Bach’s Head, a collection of Bach’s works apparently targeted to the marijuana using public.
Lo Mejor del Año (1983), a collection of Spanish language pop from 1983.
Die Große Starparade Folge 14 a collection of (West) German pop from the 1950s. It sounds like American pop of the era infused with polka and with the vocal tracks run backwards.
A Greek pop album whose name I cannot reproduce for you right now either because I’m too lazy to rekey it using Greek symbols or because I’m afraid in doing so I’ll summon an ancient evil.
Perry Como, No Other Love.
Perry Como, And I Love You So.
Perry Como, Como’s Golden Records. That’s what I get for saying you never see Como. Now I see him everywhere, and I must buy them all.
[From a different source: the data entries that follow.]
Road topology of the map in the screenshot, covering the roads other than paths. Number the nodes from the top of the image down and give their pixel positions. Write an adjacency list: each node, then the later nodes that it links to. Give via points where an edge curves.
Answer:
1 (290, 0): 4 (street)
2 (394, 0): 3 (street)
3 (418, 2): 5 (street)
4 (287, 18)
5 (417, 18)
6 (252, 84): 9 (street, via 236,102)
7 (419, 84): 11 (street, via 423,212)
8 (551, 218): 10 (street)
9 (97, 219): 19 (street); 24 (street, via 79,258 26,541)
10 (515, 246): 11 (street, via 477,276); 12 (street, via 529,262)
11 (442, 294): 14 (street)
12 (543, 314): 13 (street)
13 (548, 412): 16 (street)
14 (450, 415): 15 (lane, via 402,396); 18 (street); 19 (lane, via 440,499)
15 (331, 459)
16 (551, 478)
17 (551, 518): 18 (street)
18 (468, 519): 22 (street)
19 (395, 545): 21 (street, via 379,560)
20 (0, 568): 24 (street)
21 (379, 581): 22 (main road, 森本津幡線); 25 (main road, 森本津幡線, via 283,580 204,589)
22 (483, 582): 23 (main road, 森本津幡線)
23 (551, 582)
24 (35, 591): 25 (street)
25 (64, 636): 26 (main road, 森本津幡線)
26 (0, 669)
Roger Wagner Chorus, The Songs of Stephen Foster. I got this one because it was in the sleeve for Perry Como Swings, which is one of the first things I picked up. Somehow, I failed to double-check it, so now I have an extra sleeve for a Como album and an album I would not have otherwise bought.
Overall, not a bad haul. For free with the gift certificates. Had I known, I would not have put down the copy of Lee Aaron’s Metal Queen which I put back because I don’t tend to listen to rock on the turntable, but as the night went on, I vowed to return for it.
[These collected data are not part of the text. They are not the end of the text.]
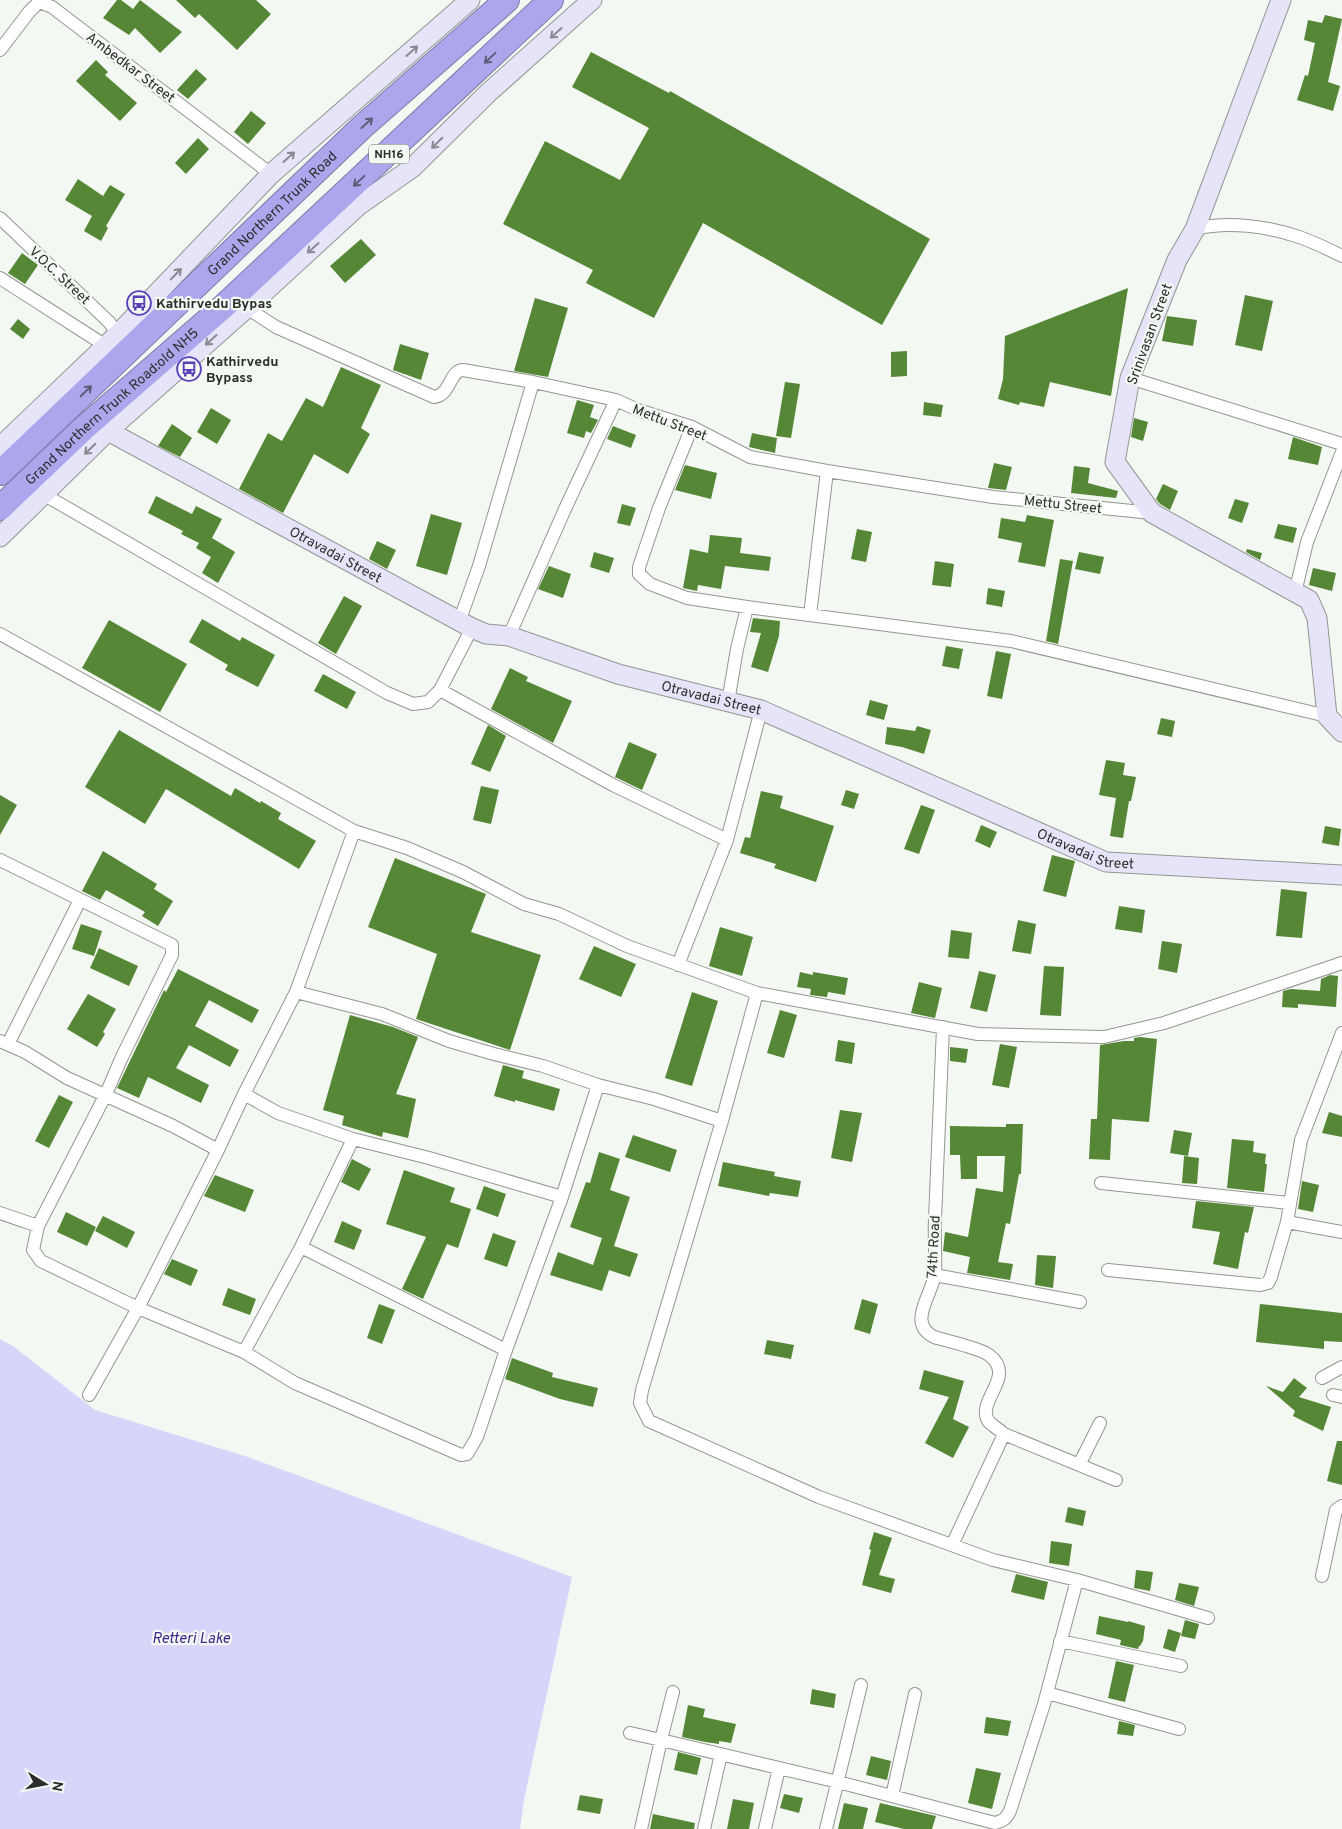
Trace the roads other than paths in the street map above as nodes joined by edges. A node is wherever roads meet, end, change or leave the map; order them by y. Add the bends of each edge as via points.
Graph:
1 (470, 0) edge
2 (507, 0) edge
3 (551, 0) edge
4 (592, 0) edge
5 (1281, 0) edge
6 (0, 50) edge
7 (271, 174) junction
8 (0, 218) edge
9 (1195, 229) junction
10 (1342, 256) edge
11 (0, 278) edge
12 (236, 307) junction
13 (112, 340) junction
14 (1130, 378) junction
15 (533, 382) junction
16 (616, 400) junction
17 (692, 427) junction
18 (108, 431) junction
19 (1342, 444) edge
20 (0, 447) edge
21 (1342, 452) edge
22 (827, 471) junction
23 (0, 473) edge
24 (43, 494) junction
25 (0, 508) edge
26 (1152, 513) junction
27 (0, 536) edge
28 (1295, 592) junction
29 (747, 607) junction
30 (810, 615) junction
31 (466, 625) junction
32 (510, 636) junction
33 (1, 638) edge
34 (440, 690) junction
35 (728, 702) junction
36 (761, 710) junction
37 (1327, 716) junction
38 (1342, 732) edge
39 (354, 831) junction
40 (727, 840) junction
41 (0, 860) edge
42 (1342, 875) edge
43 (80, 900) junction
44 (1342, 963) edge
45 (678, 964) junction
46 (296, 992) junction
47 (757, 993) junction
48 (943, 1027) junction
49 (1342, 1033) edge
50 (4, 1042) edge
51 (598, 1085) junction
52 (106, 1094) junction
53 (244, 1094) junction
54 (722, 1121) junction
55 (353, 1139) junction
56 (218, 1150) junction
57 (1101, 1183) dead end
58 (562, 1197) junction
59 (1290, 1203) junction
60 (0, 1213) edge
61 (1287, 1222) junction
62 (38, 1226) junction
63 (1342, 1232) edge
64 (301, 1247) junction
65 (1108, 1270) dead end
66 (935, 1275) junction
67 (1080, 1302) dead end
68 (138, 1308) junction
69 (506, 1350) junction
70 (244, 1352) junction
71 (1342, 1367) edge
72 (1322, 1378) dead end
73 (89, 1395) dead end
74 (1100, 1423) dead end
75 (1004, 1434) junction
76 (1079, 1465) junction
77 (1116, 1480) dead end
78 (1342, 1506) edge
79 (952, 1546) junction
80 (1322, 1576) dead end
81 (1077, 1580) junction
82 (1208, 1618) dead end
83 (1060, 1641) junction
84 (1181, 1666) dead end
85 (861, 1684) dead end
86 (674, 1692) dead end
87 (915, 1694) dead end
88 (1045, 1698) junction
89 (1179, 1729) dead end
90 (630, 1733) dead end
91 (661, 1740) junction
92 (721, 1754) junction
93 (779, 1768) junction
94 (838, 1782) junction
95 (892, 1796) junction
96 (641, 1829) edge
97 (704, 1829) edge
98 (764, 1829) edge
99 (826, 1829) edge

7 -> 1 street
23 -> 2 highway, Grand Northern Trunk Road / NH16 via 362,127
3 -> 12 highway, NH16
4 -> 12 street via 488,93 412,168 358,206
5 - 9 street, Srinivasan Street
6 - 7 street, Ambedkar Street via 39,2 52,7
13 -> 7 street
8 - 13 street, V.O.C. Street via 109,322
9 - 10 street via 1231,225 1274,231 1299,237
9 - 14 street, Srinivasan Street via 1177,260
11 - 13 street
12 - 15 street, Mettu Street via 434,397 444,393 461,370
12 -> 18 street
12 - 25 highway, Grand Northern Trunk Road:old NH5 / NH16 via 84,428
13 - 20 street
14 - 19 street
14 - 26 street, Srinivasan Street via 1115,462
15 - 16 street, Mettu Street
15 - 31 street via 479,566
16 - 17 street, Mettu Street
16 - 32 street
17 - 22 street, Mettu Street via 750,457
17 - 29 street via 659,508 639,574 650,584 687,598
18 -> 24 street
18 - 31 street, Otravadai Street
21 - 28 street via 1307,542
22 - 26 street, Mettu Street via 993,497
22 - 30 street
24 - 27 street
24 - 34 street via 387,693 413,704 428,702
26 - 28 street, Srinivasan Street
28 - 37 street, Srinivasan Street via 1309,600 1317,618
29 - 30 street
29 - 35 street
30 - 37 street via 1011,642
31 - 32 street, Otravadai Street via 486,634
31 - 34 street
32 - 35 street, Otravadai Street via 618,674
33 - 39 street
34 - 40 street via 613,785
35 - 36 street, Otravadai Street
36 - 40 street
36 - 42 street, Otravadai Street via 1106,862
37 - 38 street
39 - 45 street via 406,848 463,872 524,904 559,914 627,946
39 - 46 street
40 - 45 street
41 - 43 street
43 - 50 street
43 - 52 street via 172,945 172,955
44 - 48 street via 1164,1023 1104,1037 978,1034
45 - 47 street
46 - 51 street via 382,1014 449,1041 543,1066
46 - 53 street
47 - 48 street
47 - 54 street
48 - 66 street, 74th Road
49 - 59 street via 1301,1140
50 - 52 street via 67,1078
51 - 54 street
51 - 58 street
52 - 56 street
52 - 62 street
53 - 55 street via 278,1113
53 - 56 street
54 - 79 street via 642,1390 640,1403 649,1421 819,1497
55 - 58 street
55 - 64 street
56 - 68 street
57 - 59 street
58 - 69 street
59 - 61 street
60 - 62 street
61 - 63 street
61 - 65 street via 1268,1283 1260,1285
62 - 68 street via 33,1250 41,1261
64 - 69 street
64 - 70 street
66 - 67 street
66 - 75 street, 74th Road via 921,1325 934,1337 987,1354 996,1361 1000,1371 986,1414 989,1422
68 - 70 street
68 - 73 street
69 - 70 street via 475,1442 468,1454 461,1455 296,1383
71 - 72 street
74 - 76 street
75 - 76 street, 74th Road
75 - 79 street
76 - 77 street, 74th Road
78 - 80 street via 1336,1510
79 - 81 street via 992,1560
81 - 82 street
81 - 83 street
83 - 84 street
83 - 88 street
85 - 94 street
86 - 91 street
87 - 95 street
88 - 89 street
88 - 95 street via 1010,1811 1002,1822 995,1823
90 - 91 street
91 - 92 street
91 - 96 street
92 - 93 street
92 - 97 street
93 - 94 street
93 - 98 street
94 - 95 street
94 - 99 street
In the middle of December, we hit the local Vintage Stock, which sells old comic book, video games, movies, and, I discovered, LPs, to see if they had a Game Boy Advance Legend of Zelda game. They did not, but did I mention they have LPs, many as low as a dollar each?
So I bought a few.
Here’s what I picked up:
Eydie Gorme, Eydie in Love. This might be my favorite Eydie Gorme album now.
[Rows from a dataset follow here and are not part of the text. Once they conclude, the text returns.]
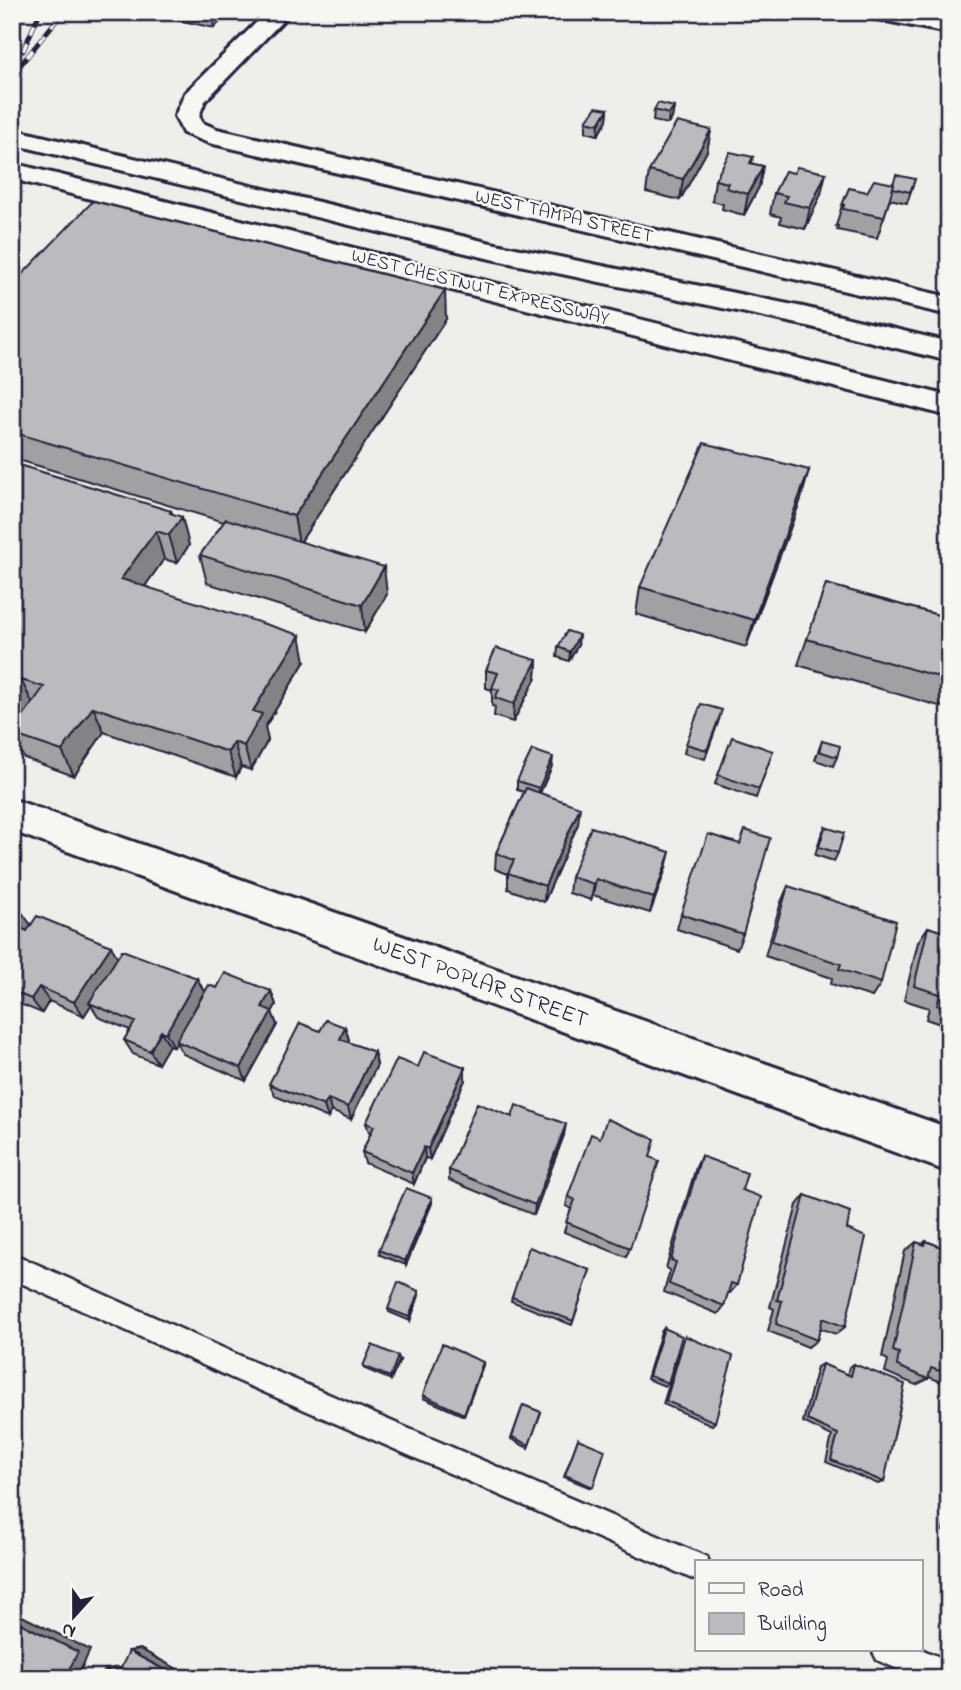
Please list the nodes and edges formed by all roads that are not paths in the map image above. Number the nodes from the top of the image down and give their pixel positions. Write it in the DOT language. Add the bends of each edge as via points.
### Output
graph roads {
  1 [pos="279,12"];
  2 [pos="876,12"];
  3 [pos="949,26"];
  4 [pos="12,136"];
  5 [pos="12,171"];
  6 [pos="949,306"];
  7 [pos="949,352"];
  8 [pos="949,406"];
  9 [pos="12,815"];
  10 [pos="949,1150"];
  11 [pos="12,1266"];
  12 [pos="695,1566"];
  13 [pos="892,1652"];
  14 [pos="949,1676"];
  1 -- 6 [label="main road, WEST TAMPA STREET" via="194,98 187,116 192,128"];
  2 -- 3 [label="main road"];
  4 -- 7 [label="main road, WEST CHESTNUT EXPRESSWAY" via="491,251 803,316"];
  5 -- 8 [label="main road, WEST CHESTNUT EXPRESSWAY"];
  9 -- 10 [label="main road, WEST POPLAR STREET"];
  11 -- 12 [label="lane"];
  13 -- 14 [label="lane"];
}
Steve Lawrence and Eydie Gorme, The ABC Collection.
Sade, Stronger than Pride. I love Sade and have a couple of her CDs, but this is my first LP.
Maria Muldaur, Southern Winds. I never heard of her, but I took a flier because she might Diana Maldaur’s sister. Well, no, she’s not, but they have the same last name. The LP is 80s songbird pop, a little more electrified version of Linda Ronstadt and Olivia Newton John circa 1976.
Sergio Mendes and Brasil ’66, Look Around. I like this band, but when I put the record on, I thought perhaps I already had it. But that’s because the band’s music sounds very similar on most their albums. Also, one of my previously purchased albums came in the wrong cover, so I might already have it and not recognize it.
Dan Hartman, I Can Dream About You. I originally had this on audiocassette that I bought as a cut-out. I’ve played the Fletch soundtrack which features a couple of these songs a bunch for years, but this album includes the title hit.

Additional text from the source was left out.